Condannati a 125 anni di carcere a testa. È questa la pena inflitta dall’Alta corte penale di Bodrum, in Turchia, nei confronti di tre trafficanti di esseri umani ritenuti responsabili del naufragio che nel 2015 causò la morte di alcuni migranti, tra cui Alan Kurdi, il bambino siriano la cui foto ha fatto il giro del mondo diventando il simbolo della tragedia dei rifugiati in fuga verso l’Europa. I tre uomini erano latitanti e sono stati arrestati questa settimana dalle forze di sicurezza di Ankara nella provincia meridionale di Adana.

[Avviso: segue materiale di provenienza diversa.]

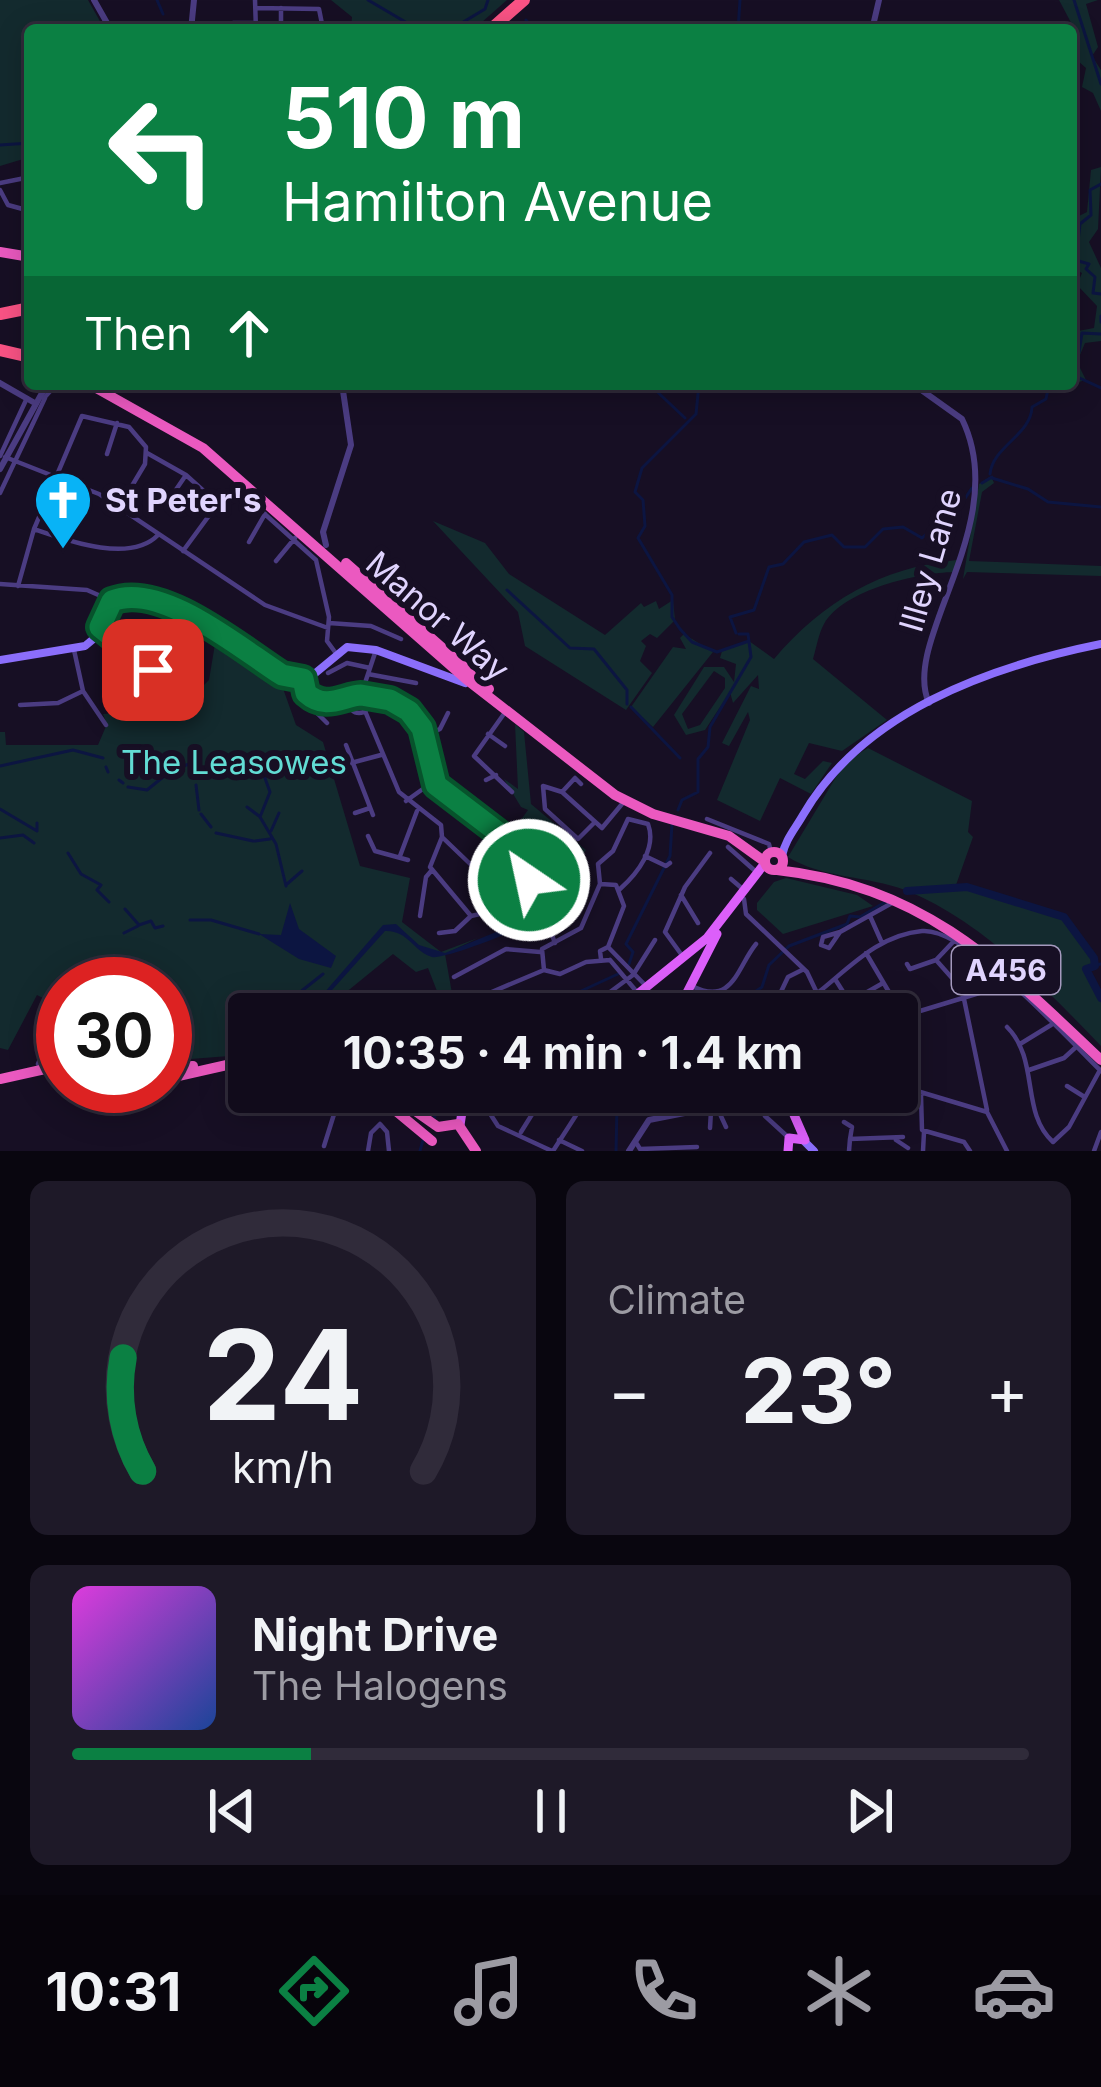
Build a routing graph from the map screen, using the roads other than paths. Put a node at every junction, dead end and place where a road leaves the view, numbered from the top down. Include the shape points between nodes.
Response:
1 (514, 0) edge
2 (524, 0) edge
3 (255, 4) edge
4 (272, 4) edge
5 (304, 4) edge
6 (281, 8) junction
7 (233, 23) dead end
8 (239, 24) edge
9 (281, 24) edge
10 (323, 24) edge
11 (488, 24) edge
12 (497, 24) edge
13 (0, 186) edge
14 (24, 210) edge
15 (0, 383) edge
16 (45, 390) edge
17 (100, 390) edge
18 (112, 390) edge
19 (343, 390) edge
20 (921, 390) edge
21 (36, 398) junction
22 (117, 423) junction
23 (147, 453) junction
24 (107, 454) dead end
25 (6, 458) edge
26 (0, 469) edge
27 (186, 475) junction
28 (55, 477) junction
29 (0, 493) edge
30 (173, 495) dead end
31 (217, 503) junction
32 (120, 506) junction
33 (265, 514) junction
34 (34, 529) junction
35 (158, 535) junction
36 (295, 538) junction
37 (321, 538) junction
38 (246, 539) dead end
39 (182, 553) junction
40 (276, 561) dead end
41 (0, 584) edge
42 (18, 586) junction
43 (112, 601) junction
44 (329, 626) junction
45 (100, 627) junction
46 (397, 638) dead end
47 (1101, 644) edge
48 (74, 650) junction
49 (188, 650) dead end
50 (376, 650) junction
51 (335, 652) junction
52 (440, 653) junction
53 (0, 660) edge
54 (429, 666) junction
55 (153, 670) junction
56 (369, 671) junction
57 (332, 672) dead end
58 (303, 679) junction
59 (412, 683) dead end
60 (130, 688) dead end
61 (83, 691) junction
62 (361, 695) junction
63 (487, 696) junction
64 (369, 700) junction
65 (317, 701) junction
66 (347, 703) junction
67 (929, 703) junction
68 (20, 705) dead end
69 (365, 711) junction
70 (506, 711) junction
71 (448, 713) dead end
72 (327, 723) dead end
73 (106, 725) dead end
74 (488, 734) junction
75 (424, 737) junction
76 (346, 745) dead end
77 (501, 746) dead end
78 (383, 754) junction
79 (351, 763) junction
80 (566, 770) dead end
81 (496, 775) junction
82 (575, 778) junction
83 (434, 782) junction
84 (488, 783) dead end
85 (581, 784) dead end
86 (512, 792) dead end
87 (562, 792) junction
88 (406, 801) junction
89 (616, 801) junction
90 (417, 811) junction
91 (631, 812) junction
92 (355, 813) dead end
93 (707, 819) dead end
94 (595, 822) junction
95 (368, 836) dead end
96 (442, 837) junction
97 (750, 841) junction
98 (728, 848) dead end
99 (498, 850) dead end
100 (710, 854) dead end
101 (645, 856) junction
102 (772, 860) junction
103 (666, 865) dead end
104 (478, 867) junction
105 (433, 870) junction
106 (734, 879) dead end
107 (490, 883) dead end
108 (600, 884) junction
109 (620, 889) junction
110 (681, 895) junction
111 (744, 895) junction
112 (892, 903) dead end
113 (423, 912) dead end
114 (471, 916) junction
115 (870, 916) junction
116 (698, 922) dead end
117 (561, 923) dead end
118 (840, 932) dead end
119 (437, 934) dead end
120 (655, 940) dead end
121 (954, 941) junction
122 (554, 943) junction
123 (883, 943) junction
124 (756, 944) dead end
125 (540, 952) junction
126 (866, 953) junction
127 (610, 954) junction
128 (686, 957) junction
129 (601, 959) junction
130 (936, 961) junction
131 (703, 964) junction
132 (803, 969) junction
133 (910, 969) dead end
134 (544, 970) junction
135 (454, 977) dead end
136 (631, 977) junction
137 (949, 977) dead end
138 (836, 979) junction
139 (884, 983) junction
140 (1010, 984) junction
141 (651, 986) junction
142 (692, 986) junction
143 (820, 991) joint
144 (489, 993) edge
145 (609, 993) edge
146 (633, 993) edge
147 (645, 993) edge
148 (688, 993) edge
149 (780, 993) edge
150 (843, 993) edge
151 (866, 993) edge
152 (889, 993) edge
153 (964, 999) junction
154 (918, 1017) edge
155 (1052, 1025) junction
156 (1007, 1027) dead end
157 (1021, 1044) junction
158 (1076, 1047) junction
159 (1101, 1056) edge
160 (228, 1061) edge
161 (36, 1065) edge
162 (192, 1066) edge
163 (36, 1067) edge
164 (1029, 1070) junction
165 (1100, 1071) edge
166 (0, 1076) edge
167 (1071, 1087) dead end
168 (918, 1093) edge
169 (921, 1094) junction
170 (1083, 1096) junction
171 (987, 1112) junction
172 (334, 1113) edge
173 (396, 1113) edge
174 (423, 1113) edge
175 (449, 1113) edge
176 (463, 1113) edge
177 (490, 1113) edge
178 (533, 1113) edge
179 (577, 1113) edge
180 (689, 1113) edge
181 (711, 1113) edge
182 (714, 1113) edge
183 (766, 1113) edge
184 (793, 1113) edge
185 (795, 1113) edge
186 (844, 1122) dead end
187 (442, 1124) junction
188 (726, 1127) dead end
189 (710, 1128) dead end
190 (463, 1129) junction
191 (521, 1132) junction
192 (925, 1132) junction
193 (1101, 1132) edge
194 (850, 1139) junction
195 (560, 1140) junction
196 (788, 1143) edge
197 (637, 1144) junction
198 (324, 1146) dead end
199 (697, 1147) dead end
200 (435, 1148) edge
201 (806, 1148) edge
202 (908, 1148) dead end
203 (368, 1151) edge
204 (388, 1151) edge
205 (464, 1151) edge
206 (476, 1151) edge
207 (552, 1151) edge
208 (582, 1151) edge
209 (628, 1151) edge
210 (849, 1151) edge
211 (923, 1151) edge
212 (970, 1151) edge
213 (1007, 1151) edge
214 (1094, 1151) edge

1 - 11 highway
2 - 12 highway
3 - 4 street
4 - 6 street
5 - 6 street
5 - 10 street via 322,12
6 - 9 street
7 - 8 street
13 - 14 street via 8,205
15 - 21 street
16 - 21 street
17 - 52 highway, Manor Way / A456 via 203,448
18 - 37 highway, Manor Way / A456 via 207,444
19 - 37 street via 351,445
20 - 67 street, Illey Lane via 962,419 979,483 959,570 920,676
21 - 25 street
22 - 23 street via 138,433
22 - 24 street
22 - 28 street via 82,416
23 - 27 street
23 - 32 street
25 - 26 street
25 - 28 street
25 - 29 street
27 - 30 street
27 - 31 street
28 - 32 street
28 - 34 street
31 - 33 street via 242,495
31 - 39 street
32 - 35 street
33 - 36 street
33 - 38 street
34 - 35 street via 103,546 146,545
34 - 42 street
35 - 39 street
36 - 40 street
36 - 44 street via 313,556
37 - 52 highway, Manor Way / A456
39 - 44 street via 266,605
41 - 42 street
42 - 43 street via 87,590
43 - 45 main road
43 - 58 main road via 157,599 282,675
44 - 46 street via 371,626
44 - 51 street
45 - 48 main road
45 - 55 street
47 - 67 main road
48 - 53 main road
48 - 61 street
49 - 55 street via 177,670
50 - 51 main road
50 - 54 main road
50 - 56 street
51 - 58 main road
52 - 54 main road
52 - 63 highway, Manor Way / A456
52 - 97 highway, Manor Way / A456 via 617,790
54 - 63 main road
55 - 60 street via 142,691
56 - 57 street via 354,663
56 - 59 street
56 - 62 street
58 - 65 street
61 - 68 street via 58,703
61 - 73 street
62 - 64 street
62 - 66 street
63 - 70 highway, Manor Way / A456
64 - 69 street
64 - 75 street via 405,707
65 - 66 street
65 - 72 street
66 - 69 street
67 - 102 main road via 849,752
69 - 78 street
70 - 74 street
70 - 89 highway, Manor Way / A456
71 - 75 street
74 - 77 street
74 - 81 street via 474,756
75 - 83 street
76 - 79 street
78 - 79 street
78 - 88 street
79 - 92 street via 371,812
80 - 82 street
81 - 84 street
81 - 86 street
82 - 85 street
82 - 87 street
83 - 88 street
83 - 114 street via 529,861 522,901
87 - 94 street
87 - 94 street via 543,787 545,808 578,839
88 - 90 street
89 - 91 highway, Manor Way / A456
89 - 94 street via 602,828
90 - 95 street via 404,858 375,851
90 - 96 street via 441,825
91 - 101 street via 652,830
91 - 102 highway, Manor Way / A456 via 719,832
91 - 108 street via 598,864
93 - 97 street
96 - 104 street
96 - 105 street
97 - 102 highway, Manor Way / A456
98 - 102 street
99 - 104 street
100 - 110 street
101 - 103 street
101 - 109 street
102 - 111 main road
102 - 111 main road
102 - 159 highway, Manor Way / A456 via 882,886 955,924 1005,961
104 - 107 street
105 - 113 street
105 - 114 street
106 - 111 street
108 - 109 street
108 - 122 street via 581,928
109 - 127 street via 624,910
110 - 116 street
110 - 128 street via 665,932
111 - 128 main road
111 - 131 main road
111 - 132 street via 746,914
112 - 115 street
114 - 119 street
115 - 118 street
115 - 123 street
117 - 122 street via 550,930
120 - 136 street
121 - 123 street via 924,931
121 - 130 street
121 - 140 street
122 - 125 street
123 - 126 street
124 - 142 street via 730,986
125 - 134 street
125 - 135 street via 506,949
126 - 138 street
126 - 139 street
127 - 129 street
127 - 129 street via 601,950
127 - 136 street
128 - 131 main road via 698,955
128 - 141 main road
129 - 134 street via 560,974
130 - 133 street
130 - 137 street
131 - 142 main road
132 - 143 street
132 - 149 street via 788,976
134 - 144 street
136 - 141 street
136 - 145 street
136 - 146 street
138 - 143 street
138 - 150 street
139 - 151 street
139 - 152 street
140 - 153 street
140 - 155 street
141 - 147 main road
142 - 148 main road
153 - 154 street
153 - 171 street
155 - 157 street
155 - 158 street
156 - 157 street
157 - 164 street
158 - 164 street
158 - 165 street
160 - 162 highway
161 - 166 highway
163 - 166 highway
164 - 170 street via 1036,1121 1051,1140 1066,1131
165 - 170 street
167 - 170 street
168 - 169 street
169 - 171 street
169 - 192 street
171 - 213 street
172 - 198 street
173 - 200 highway
174 - 187 highway
175 - 187 main road
176 - 190 main road
177 - 191 street via 498,1126
178 - 191 street
179 - 195 street
180 - 197 street via 646,1122
181 - 189 street
182 - 188 street
183 - 196 street
184 - 196 main road
185 - 201 main road
186 - 194 street via 852,1126
187 - 190 highway
187 - 200 highway
190 - 205 highway
190 - 206 highway
191 - 207 street
192 - 211 street
192 - 212 street
193 - 214 street
194 - 202 street via 900,1138
194 - 210 street
195 - 207 street
195 - 208 street
196 - 201 main road
197 - 199 street
197 - 209 street
203 - 204 street via 378,1124 386,1127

Alan Kurdi era un bambino siriano, di etnia curda, di appena tre anni. Era nato a Kobane e, in fuga dalle violenze del conflitto, con lo Stato Islamico che avanzava anche nell’area nord-orientale del Paese, riuscì a raggiungere le spiagge di Bodrum, in Turchia, insieme alla sua famiglia. Il 2 settembre si imbarcarono tutti su un’imbarcazione costruita per trasportare otto persone ma che per quella traversata ne ospitava una ventina, tutti senza giubbotto di salvataggio. Le precarie condizioni fecero sì che il mezzo si ribaltasse pochi minuti dopo aver lasciato la costa e Alan non sopravvisse al naufragio. Il suo corpo venne riportato a riva dalla corrente e la sua immagine, riverso a terra, con un paio di calzoncini blu e una maglietta rossa, è diventata il simbolo del dramma dei rifugiati siriani in fuga dalla guerra.

Un’altra operazione, questa volta italiana, ha invece portato all’arresto di un altro trafficante di esseri umani. Un 27enne pakistano è stato arrestato dalla Guardia di Finanza di Parma nell’ambito dell’inchiesta ‘Pay and Stay’ che lo scorso 15 gennaio aveva già portato all’arresto di 15 persone. L’uomo è accusato di aver organizzato un viaggio clandestino con 27 cittadini, prevalentemente indiani e pakistani, stipati in un camion che è stato intercettato e fermato dalla polizia stradale lungo l’autostrada a Bruere, in provincia di Torino.

L’organizzazione di cui il 27enne fa parte si occupava sia di trasportare i migranti in Europa che di procurare loro del materiale fiscale per ottenere un permesso di soggiorno, compresi contratti di lavoro falsi. Il 27enne è stato identificato come l’ideatore di quel viaggio: aveva raccolto le richieste dei migranti che volevano raggiungere la Francia, aveva ingaggiato l’autista e poi raccolto il denaro.